Distinguishing septic from normal donors by detection of sPLA2-IIA from human plasma using a microsieve-based immunoassay.

Bloodstream infections that progress to septic shock are responsible for hundreds of thousands of deaths each year, and are associated with significant healthcare costs. Recent studies have shown that a member of the secreted phospholipase protein family, termed sPLA2-IIA, may play a role during the innate immune response to bacterial infections, and is elevated in the plasma of septic patients. In this report, the feasibility of a simple microsieve-based sPLA2-IIA detection immunoassay was explored. Microsieves containing 5µm pores were covalently coupled with a sPLA2-IIA-specific monoclonal antibody at 0.1, 1.0, and 10µg/mL and then assayed with plasma-based positive and negative controls to determine the optimal coating concentration. Recombinant sPLA2-IIA was then serially diluted to a final concentration of 200, 100, 50, 25, 12.5, and 6.25ng/mL and tested alongside a non-spiked sample to estimate the detection limit of the prototype assay. Recombinant sPLA2-IIA was also spiked into serum, EDTA-plasma, and Lithium-Heparin plasma, in an effort to evaluate assay performance when analyzing these sample matrices. The preliminary limit of detection studies suggests that the microsieve assay is able to distinguish approximately 6-12ng/mL of sPLA2-IIA from a non-spiked sample.
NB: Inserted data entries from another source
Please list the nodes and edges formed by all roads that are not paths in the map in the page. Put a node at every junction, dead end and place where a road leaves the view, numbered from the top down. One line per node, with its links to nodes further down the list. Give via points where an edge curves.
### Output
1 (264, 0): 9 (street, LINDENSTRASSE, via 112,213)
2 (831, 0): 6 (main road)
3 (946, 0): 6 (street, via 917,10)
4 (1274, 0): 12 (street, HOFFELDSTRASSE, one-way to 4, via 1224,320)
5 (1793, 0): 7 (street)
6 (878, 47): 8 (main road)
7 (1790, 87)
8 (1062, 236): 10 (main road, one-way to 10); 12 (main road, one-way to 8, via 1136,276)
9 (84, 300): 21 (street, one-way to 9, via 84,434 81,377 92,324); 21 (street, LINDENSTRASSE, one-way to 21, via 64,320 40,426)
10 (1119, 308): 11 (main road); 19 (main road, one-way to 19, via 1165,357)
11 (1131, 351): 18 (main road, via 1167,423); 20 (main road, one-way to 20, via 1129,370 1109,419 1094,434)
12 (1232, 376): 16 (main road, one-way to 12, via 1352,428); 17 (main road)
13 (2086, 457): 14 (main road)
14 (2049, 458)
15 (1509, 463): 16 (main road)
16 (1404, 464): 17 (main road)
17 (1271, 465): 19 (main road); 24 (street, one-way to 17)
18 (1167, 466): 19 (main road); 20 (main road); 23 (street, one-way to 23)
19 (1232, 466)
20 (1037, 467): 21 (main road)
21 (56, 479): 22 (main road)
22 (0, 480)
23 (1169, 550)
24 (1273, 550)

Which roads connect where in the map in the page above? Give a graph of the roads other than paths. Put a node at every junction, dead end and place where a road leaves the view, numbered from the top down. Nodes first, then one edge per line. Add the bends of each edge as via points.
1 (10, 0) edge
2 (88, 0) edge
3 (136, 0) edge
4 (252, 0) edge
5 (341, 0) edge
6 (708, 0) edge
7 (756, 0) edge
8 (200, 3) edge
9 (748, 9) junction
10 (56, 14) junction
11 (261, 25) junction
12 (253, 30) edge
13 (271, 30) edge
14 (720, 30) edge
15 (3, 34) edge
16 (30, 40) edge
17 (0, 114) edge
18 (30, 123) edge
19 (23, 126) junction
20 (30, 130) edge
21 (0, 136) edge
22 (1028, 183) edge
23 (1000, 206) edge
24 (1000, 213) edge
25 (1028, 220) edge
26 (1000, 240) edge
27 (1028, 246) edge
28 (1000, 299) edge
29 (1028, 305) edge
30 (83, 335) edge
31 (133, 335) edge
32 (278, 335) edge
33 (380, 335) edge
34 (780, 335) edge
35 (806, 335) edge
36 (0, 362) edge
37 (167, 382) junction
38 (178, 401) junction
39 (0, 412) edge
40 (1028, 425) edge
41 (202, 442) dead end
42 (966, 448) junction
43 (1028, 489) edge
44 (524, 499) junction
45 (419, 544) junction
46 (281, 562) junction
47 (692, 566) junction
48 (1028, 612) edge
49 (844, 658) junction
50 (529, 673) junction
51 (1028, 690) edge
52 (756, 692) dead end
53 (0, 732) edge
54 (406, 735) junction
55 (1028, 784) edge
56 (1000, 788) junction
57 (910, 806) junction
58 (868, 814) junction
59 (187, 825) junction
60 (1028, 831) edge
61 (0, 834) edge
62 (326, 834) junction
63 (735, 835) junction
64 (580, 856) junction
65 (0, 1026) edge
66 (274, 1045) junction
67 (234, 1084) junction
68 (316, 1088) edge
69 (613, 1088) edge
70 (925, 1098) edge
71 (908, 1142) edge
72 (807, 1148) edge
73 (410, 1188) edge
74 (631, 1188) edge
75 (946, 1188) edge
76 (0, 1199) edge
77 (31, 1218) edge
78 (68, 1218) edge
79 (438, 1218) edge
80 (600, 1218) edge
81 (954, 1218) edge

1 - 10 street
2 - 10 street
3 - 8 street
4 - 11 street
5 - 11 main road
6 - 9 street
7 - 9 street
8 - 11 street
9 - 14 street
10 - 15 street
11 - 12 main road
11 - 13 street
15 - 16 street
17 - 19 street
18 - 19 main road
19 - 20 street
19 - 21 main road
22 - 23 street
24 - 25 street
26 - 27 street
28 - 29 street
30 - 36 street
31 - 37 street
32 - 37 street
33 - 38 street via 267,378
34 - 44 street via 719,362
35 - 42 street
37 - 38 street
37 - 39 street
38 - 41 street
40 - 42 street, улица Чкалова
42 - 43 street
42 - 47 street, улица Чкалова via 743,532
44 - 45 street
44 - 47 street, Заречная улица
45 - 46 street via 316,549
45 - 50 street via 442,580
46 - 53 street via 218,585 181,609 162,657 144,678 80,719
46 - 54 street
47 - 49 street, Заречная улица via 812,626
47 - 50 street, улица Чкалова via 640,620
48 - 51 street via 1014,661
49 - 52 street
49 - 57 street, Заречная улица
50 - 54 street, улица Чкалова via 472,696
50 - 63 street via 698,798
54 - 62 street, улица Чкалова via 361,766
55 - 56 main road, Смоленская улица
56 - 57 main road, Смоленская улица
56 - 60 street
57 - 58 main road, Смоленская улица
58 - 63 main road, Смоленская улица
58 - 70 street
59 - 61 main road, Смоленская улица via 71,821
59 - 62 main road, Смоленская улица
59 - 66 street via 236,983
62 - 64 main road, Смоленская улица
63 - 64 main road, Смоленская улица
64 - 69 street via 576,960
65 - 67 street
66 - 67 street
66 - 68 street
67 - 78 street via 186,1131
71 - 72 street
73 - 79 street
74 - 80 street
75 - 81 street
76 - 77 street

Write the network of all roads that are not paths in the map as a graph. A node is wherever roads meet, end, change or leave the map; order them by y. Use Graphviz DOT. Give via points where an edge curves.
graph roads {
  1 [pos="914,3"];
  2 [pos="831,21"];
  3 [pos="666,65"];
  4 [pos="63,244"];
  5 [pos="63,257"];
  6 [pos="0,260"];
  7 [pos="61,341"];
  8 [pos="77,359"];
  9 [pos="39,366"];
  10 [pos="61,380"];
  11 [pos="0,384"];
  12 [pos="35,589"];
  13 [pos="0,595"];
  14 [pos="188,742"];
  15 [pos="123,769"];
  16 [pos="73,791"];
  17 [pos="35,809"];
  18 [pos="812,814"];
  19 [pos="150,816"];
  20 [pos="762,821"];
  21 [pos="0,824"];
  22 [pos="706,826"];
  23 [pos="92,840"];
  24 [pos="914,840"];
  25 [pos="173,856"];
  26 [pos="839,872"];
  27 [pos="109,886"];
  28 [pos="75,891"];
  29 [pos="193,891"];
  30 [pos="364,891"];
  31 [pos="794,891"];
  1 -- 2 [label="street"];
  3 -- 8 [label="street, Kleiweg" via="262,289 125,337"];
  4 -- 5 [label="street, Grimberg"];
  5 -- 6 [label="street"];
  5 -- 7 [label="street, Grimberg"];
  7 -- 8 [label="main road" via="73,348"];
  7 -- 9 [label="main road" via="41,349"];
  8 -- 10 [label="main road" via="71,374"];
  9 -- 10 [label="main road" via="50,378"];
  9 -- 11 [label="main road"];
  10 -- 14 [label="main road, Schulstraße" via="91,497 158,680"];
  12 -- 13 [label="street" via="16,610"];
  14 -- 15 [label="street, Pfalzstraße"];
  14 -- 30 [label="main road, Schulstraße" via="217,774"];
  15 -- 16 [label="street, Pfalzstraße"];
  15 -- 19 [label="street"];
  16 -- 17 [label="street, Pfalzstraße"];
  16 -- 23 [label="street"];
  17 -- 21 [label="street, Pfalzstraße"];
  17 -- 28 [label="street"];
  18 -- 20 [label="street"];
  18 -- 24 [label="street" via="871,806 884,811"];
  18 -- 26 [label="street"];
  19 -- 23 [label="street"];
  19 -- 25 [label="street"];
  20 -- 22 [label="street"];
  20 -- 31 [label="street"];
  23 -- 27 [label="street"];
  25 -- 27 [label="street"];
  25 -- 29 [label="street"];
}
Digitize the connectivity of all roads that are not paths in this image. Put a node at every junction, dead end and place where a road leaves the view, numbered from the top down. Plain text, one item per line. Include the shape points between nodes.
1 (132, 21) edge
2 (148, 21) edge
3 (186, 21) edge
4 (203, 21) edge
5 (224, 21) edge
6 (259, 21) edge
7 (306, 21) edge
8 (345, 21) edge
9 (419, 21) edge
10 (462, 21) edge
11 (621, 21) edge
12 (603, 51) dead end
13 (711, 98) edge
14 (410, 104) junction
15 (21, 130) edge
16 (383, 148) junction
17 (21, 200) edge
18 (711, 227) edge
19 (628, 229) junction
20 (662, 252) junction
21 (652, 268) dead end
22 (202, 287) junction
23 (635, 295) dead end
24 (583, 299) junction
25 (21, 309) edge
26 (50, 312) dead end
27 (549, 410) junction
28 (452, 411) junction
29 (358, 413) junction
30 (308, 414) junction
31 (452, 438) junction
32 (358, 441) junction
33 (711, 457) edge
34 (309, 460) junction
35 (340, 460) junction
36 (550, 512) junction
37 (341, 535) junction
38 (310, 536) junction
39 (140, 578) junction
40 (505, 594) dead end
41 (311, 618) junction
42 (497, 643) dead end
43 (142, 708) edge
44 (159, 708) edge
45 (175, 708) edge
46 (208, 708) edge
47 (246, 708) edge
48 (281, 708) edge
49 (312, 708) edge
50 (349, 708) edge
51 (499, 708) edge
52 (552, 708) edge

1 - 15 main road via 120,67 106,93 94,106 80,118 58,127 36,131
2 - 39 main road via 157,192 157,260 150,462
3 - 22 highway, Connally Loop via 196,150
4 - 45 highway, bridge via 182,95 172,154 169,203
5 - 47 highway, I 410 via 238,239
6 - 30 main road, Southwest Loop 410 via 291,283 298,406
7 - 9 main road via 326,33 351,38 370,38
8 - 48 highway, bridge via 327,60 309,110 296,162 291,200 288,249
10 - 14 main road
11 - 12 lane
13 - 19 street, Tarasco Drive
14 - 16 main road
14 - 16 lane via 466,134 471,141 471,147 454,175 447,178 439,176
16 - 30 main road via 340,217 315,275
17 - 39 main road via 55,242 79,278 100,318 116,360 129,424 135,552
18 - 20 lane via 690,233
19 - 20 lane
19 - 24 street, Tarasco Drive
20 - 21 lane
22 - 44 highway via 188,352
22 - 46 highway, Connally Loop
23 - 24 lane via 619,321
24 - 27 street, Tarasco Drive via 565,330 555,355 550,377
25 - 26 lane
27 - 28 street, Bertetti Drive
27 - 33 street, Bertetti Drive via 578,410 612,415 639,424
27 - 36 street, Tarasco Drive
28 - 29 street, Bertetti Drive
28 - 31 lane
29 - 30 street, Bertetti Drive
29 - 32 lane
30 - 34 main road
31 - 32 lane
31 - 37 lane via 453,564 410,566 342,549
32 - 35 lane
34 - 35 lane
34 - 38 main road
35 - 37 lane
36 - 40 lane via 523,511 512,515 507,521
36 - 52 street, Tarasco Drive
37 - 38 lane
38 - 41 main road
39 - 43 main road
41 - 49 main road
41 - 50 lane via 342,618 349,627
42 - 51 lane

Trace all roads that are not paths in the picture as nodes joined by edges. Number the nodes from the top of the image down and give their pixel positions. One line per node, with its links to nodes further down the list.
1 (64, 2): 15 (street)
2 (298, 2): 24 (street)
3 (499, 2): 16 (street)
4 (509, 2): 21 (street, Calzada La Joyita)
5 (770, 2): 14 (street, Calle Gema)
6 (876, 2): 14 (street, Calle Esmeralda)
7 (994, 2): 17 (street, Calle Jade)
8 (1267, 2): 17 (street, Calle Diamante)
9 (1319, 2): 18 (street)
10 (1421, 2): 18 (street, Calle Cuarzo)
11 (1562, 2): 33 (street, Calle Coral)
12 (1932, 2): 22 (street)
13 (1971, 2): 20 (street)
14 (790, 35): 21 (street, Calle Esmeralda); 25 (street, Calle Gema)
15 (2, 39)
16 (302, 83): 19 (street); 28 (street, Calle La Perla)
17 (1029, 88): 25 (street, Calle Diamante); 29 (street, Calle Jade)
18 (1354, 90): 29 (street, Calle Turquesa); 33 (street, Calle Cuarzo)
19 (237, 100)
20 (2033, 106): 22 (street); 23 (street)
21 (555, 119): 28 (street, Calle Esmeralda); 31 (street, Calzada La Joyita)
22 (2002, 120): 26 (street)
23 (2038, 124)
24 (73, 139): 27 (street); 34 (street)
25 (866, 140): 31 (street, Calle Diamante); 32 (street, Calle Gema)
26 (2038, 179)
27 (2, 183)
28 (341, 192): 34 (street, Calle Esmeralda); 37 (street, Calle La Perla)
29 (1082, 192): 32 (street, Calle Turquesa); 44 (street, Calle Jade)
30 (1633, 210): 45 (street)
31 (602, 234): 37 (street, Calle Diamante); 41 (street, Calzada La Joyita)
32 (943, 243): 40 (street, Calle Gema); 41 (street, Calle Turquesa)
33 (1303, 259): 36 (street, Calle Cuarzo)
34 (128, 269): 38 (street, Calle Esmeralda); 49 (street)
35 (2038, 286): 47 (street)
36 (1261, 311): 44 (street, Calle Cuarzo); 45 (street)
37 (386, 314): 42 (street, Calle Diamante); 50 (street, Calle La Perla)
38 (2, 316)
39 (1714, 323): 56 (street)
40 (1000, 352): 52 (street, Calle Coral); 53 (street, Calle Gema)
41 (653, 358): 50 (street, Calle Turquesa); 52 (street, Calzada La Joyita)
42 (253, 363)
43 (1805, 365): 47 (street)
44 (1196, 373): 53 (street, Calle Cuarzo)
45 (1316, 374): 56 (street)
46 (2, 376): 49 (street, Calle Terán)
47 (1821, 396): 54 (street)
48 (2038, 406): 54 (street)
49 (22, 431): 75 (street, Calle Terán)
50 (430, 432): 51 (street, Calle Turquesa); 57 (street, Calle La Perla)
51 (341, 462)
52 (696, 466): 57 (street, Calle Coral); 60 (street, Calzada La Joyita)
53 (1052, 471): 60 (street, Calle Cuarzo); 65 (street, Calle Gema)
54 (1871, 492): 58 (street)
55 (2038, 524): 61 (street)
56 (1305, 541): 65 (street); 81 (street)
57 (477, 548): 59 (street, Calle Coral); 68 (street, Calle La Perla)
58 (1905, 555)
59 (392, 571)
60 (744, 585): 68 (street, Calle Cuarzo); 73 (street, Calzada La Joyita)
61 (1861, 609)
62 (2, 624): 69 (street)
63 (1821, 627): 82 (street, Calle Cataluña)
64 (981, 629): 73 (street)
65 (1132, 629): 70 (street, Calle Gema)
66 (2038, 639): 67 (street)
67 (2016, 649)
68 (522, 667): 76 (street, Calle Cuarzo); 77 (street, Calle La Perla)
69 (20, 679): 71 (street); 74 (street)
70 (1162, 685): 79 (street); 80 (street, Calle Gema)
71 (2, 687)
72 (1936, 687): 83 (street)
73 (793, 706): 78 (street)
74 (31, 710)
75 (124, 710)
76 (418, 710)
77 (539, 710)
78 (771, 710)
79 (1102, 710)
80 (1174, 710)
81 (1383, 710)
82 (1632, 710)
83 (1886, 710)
When compared to an immunoassay diluent, the microsieve assay also yielded acceptable percent recoveries for each of the three sample matrices spiked with clinically significant levels of sPLA2-IIA. The sPLA2-IIA microsieve assay prototype also clearly distinguished five samples from septic patients from five normal donor samples, and the results were in good agreement with a comparator ELISA test system (R2=0.9347).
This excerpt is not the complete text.